Existing model-free deep RL algorithms have very high sample complexity, and sensitive convergence properties, hence extensive hyper-parameter tuning for new domains needed.

How

TL;DR: The Soft Actor-Critic (SAC) algorithm is an off-policy algorithm that optimizes a stochastic policy, concurrently learning a policy and two Q-functions, and it is designed for continuous state and action spaces, aiming to maximize the entropy of the policy to encourage exploration.

SAC aims to solve the problem of maximizing cumulative expected reward plus maximizing the entropy of the policy. The problem is sometimes referred to as Entropy-Regularized¹ Reinforcement Learning (RL), and is different than the standard RL problem of maximizing cumulative expected reward.

The new RL objective is:

$$ \begin{align} J(\pi) \stackrel{.}{=} \mathbb{E}_{\pi} \Big[ R_{t+1} + \beta \mathcal{H} \big( \pi(A_t | S_t ) \big) | S_t, A_t \sim \pi \Big], \end{align} $$

where

• $\mathcal{H} \big( \pi( \cdot | S_t ) \big) \stackrel{.}{=} \mathbb{E}_{\pi}\Big[ -\log \big( \pi( \cdot | S_t ) \big) \Big] $ is the entropy of the policy $\pi$.

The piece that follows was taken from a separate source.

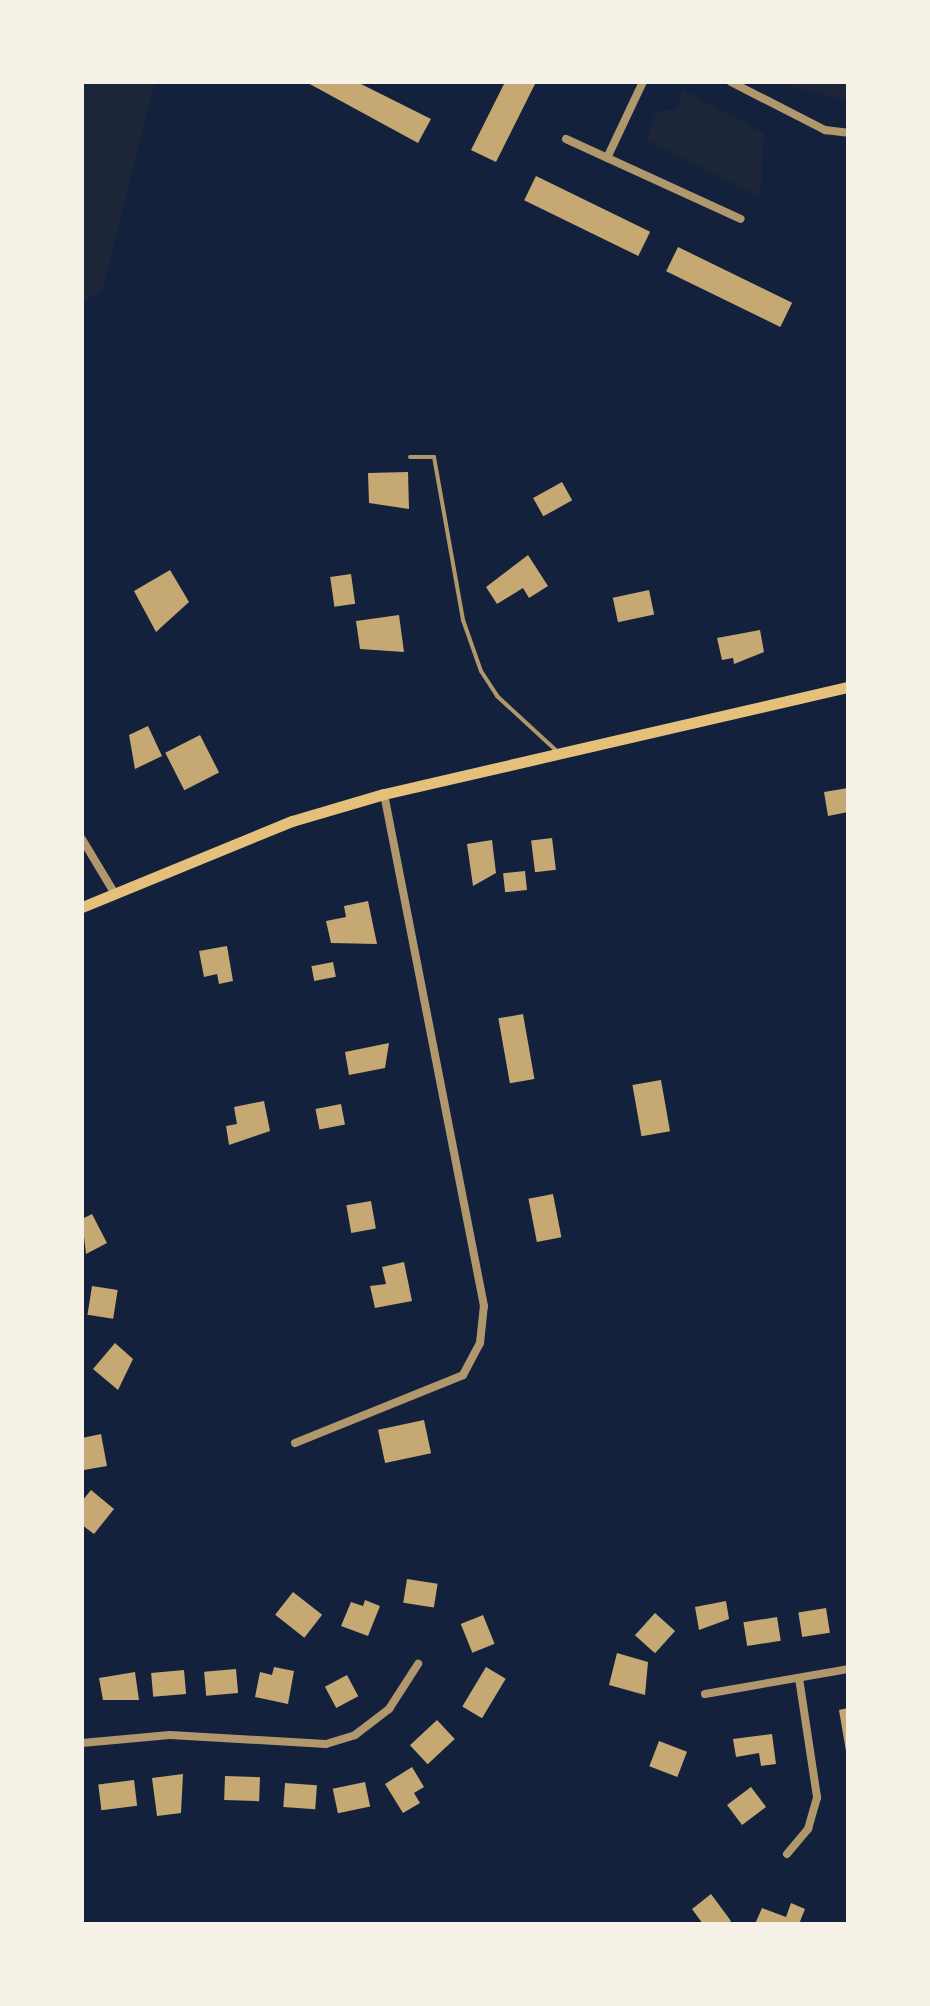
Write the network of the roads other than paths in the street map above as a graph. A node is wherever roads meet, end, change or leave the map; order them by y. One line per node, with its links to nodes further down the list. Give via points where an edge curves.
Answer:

  • $\beta$² – trade-off coefficient between the policy entropy term and the reward³.

Soft Approximate Policy Iteration (s-API)

Instead of running policy iteration with policy evaluation and policy improvement to convergence, the two steps are each approximated with some number of gradient descent steps.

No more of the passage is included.